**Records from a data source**
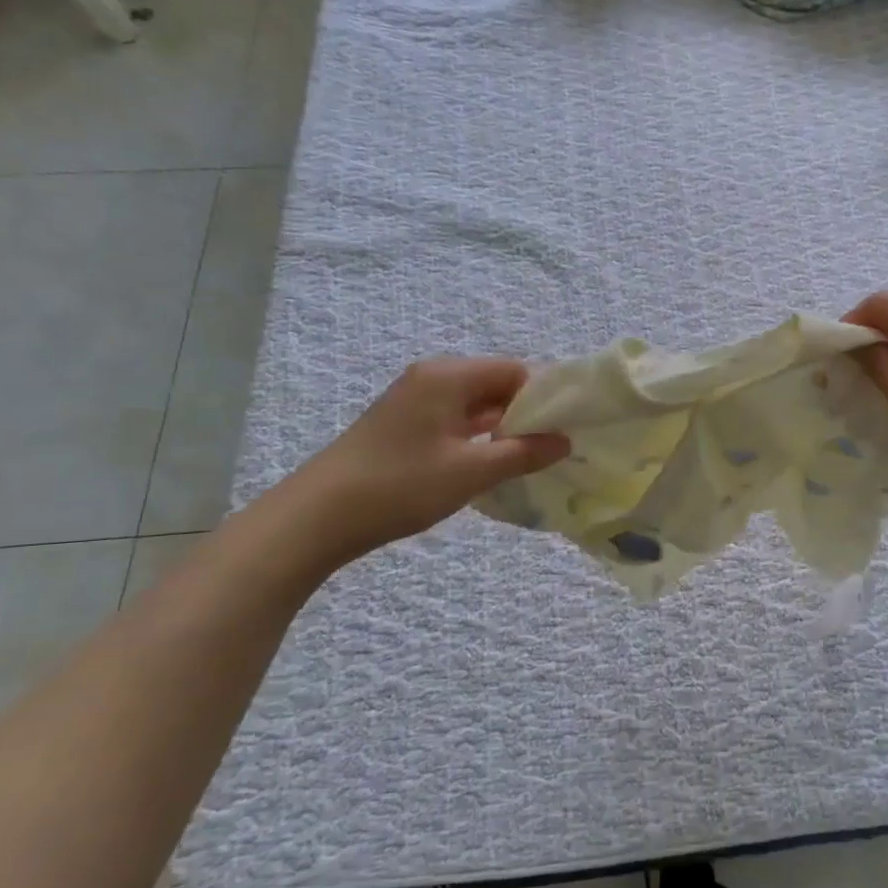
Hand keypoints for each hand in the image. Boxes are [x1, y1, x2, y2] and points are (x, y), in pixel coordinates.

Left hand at [287, 358, 568, 564]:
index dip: (546, 395)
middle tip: (558, 444)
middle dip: (528, 412)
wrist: (317, 517)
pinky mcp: (404, 425)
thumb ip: (523, 453)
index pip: (515, 370)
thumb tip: (564, 440)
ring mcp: (415, 401)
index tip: (571, 425)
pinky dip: (479, 436)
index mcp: (448, 376)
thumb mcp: (471, 471)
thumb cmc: (400, 486)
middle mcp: (432, 378)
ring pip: (476, 404)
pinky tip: (495, 462)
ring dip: (504, 427)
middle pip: (496, 384)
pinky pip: (456, 420)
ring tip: (534, 456)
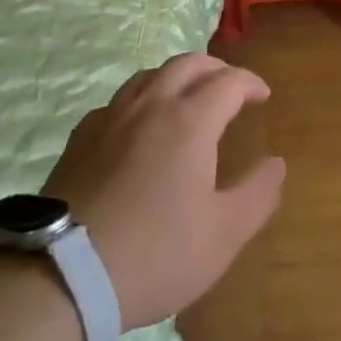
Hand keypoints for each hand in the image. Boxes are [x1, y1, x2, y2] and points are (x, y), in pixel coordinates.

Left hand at [40, 53, 284, 329]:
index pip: (228, 81)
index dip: (250, 83)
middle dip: (216, 69)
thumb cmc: (155, 254)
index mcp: (189, 121)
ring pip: (149, 75)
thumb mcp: (223, 234)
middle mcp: (149, 106)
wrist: (63, 276)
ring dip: (177, 77)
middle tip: (231, 88)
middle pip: (187, 64)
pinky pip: (118, 101)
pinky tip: (140, 126)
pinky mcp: (80, 138)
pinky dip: (142, 99)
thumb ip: (258, 194)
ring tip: (188, 98)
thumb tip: (276, 163)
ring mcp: (109, 118)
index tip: (263, 97)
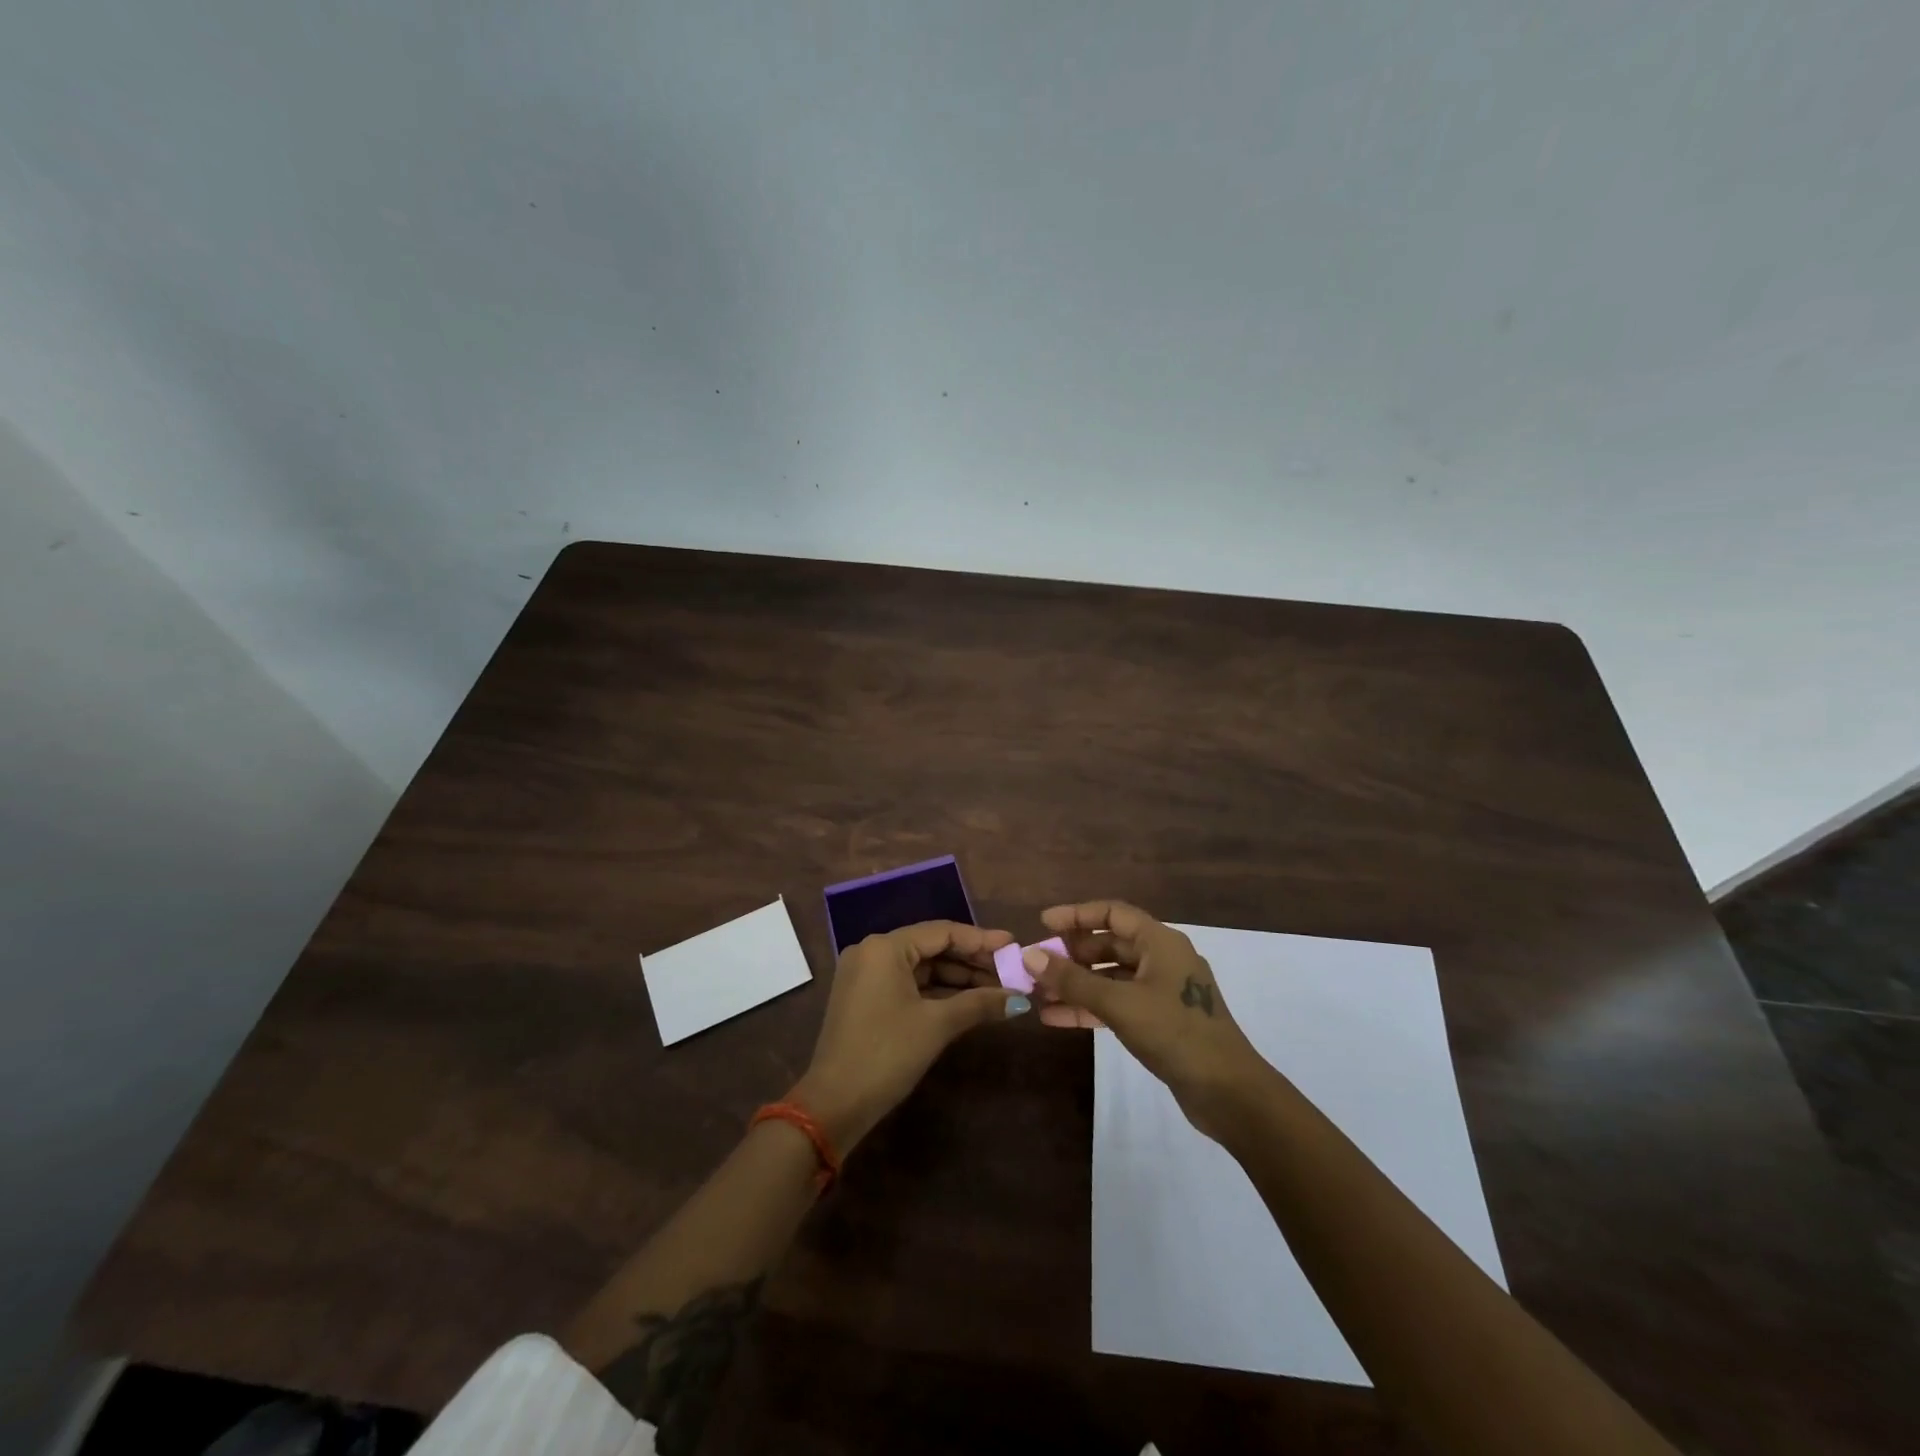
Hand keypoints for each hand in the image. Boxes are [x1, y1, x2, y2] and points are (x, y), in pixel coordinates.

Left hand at [794, 920, 1029, 1151]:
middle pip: (932, 947)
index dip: (981, 939)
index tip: (1013, 945)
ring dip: (958, 979)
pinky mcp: (867, 998)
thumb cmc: (886, 1054)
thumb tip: (1020, 1000)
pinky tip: (969, 1001)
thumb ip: (979, 1003)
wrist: (834, 1105)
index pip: (942, 932)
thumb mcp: (936, 1025)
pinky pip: (909, 984)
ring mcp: (867, 975)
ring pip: (922, 968)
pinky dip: (938, 992)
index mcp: (885, 947)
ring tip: (998, 988)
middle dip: (972, 961)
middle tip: (1011, 970)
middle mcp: (872, 952)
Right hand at [1025, 900, 1271, 1139]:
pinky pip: (1118, 1003)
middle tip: (1037, 965)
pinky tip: (1057, 1018)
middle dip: (1072, 954)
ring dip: (1076, 984)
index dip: (1076, 915)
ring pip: (1111, 977)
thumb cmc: (1175, 1033)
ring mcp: (1162, 991)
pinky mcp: (1160, 1021)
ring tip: (1038, 994)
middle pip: (1110, 945)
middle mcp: (1162, 959)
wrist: (1228, 1092)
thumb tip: (1030, 955)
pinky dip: (1090, 1007)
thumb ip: (1072, 980)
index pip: (1112, 913)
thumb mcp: (1119, 1003)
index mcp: (1160, 942)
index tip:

**Your task**
Wherever a line contains the string "Left", copy that line from the data.

**Exercise solution**
Left hand at [287, 358, 568, 564]:
Left hand at [40, 53, 284, 329]:
Left hand at [794, 920, 1029, 1151]:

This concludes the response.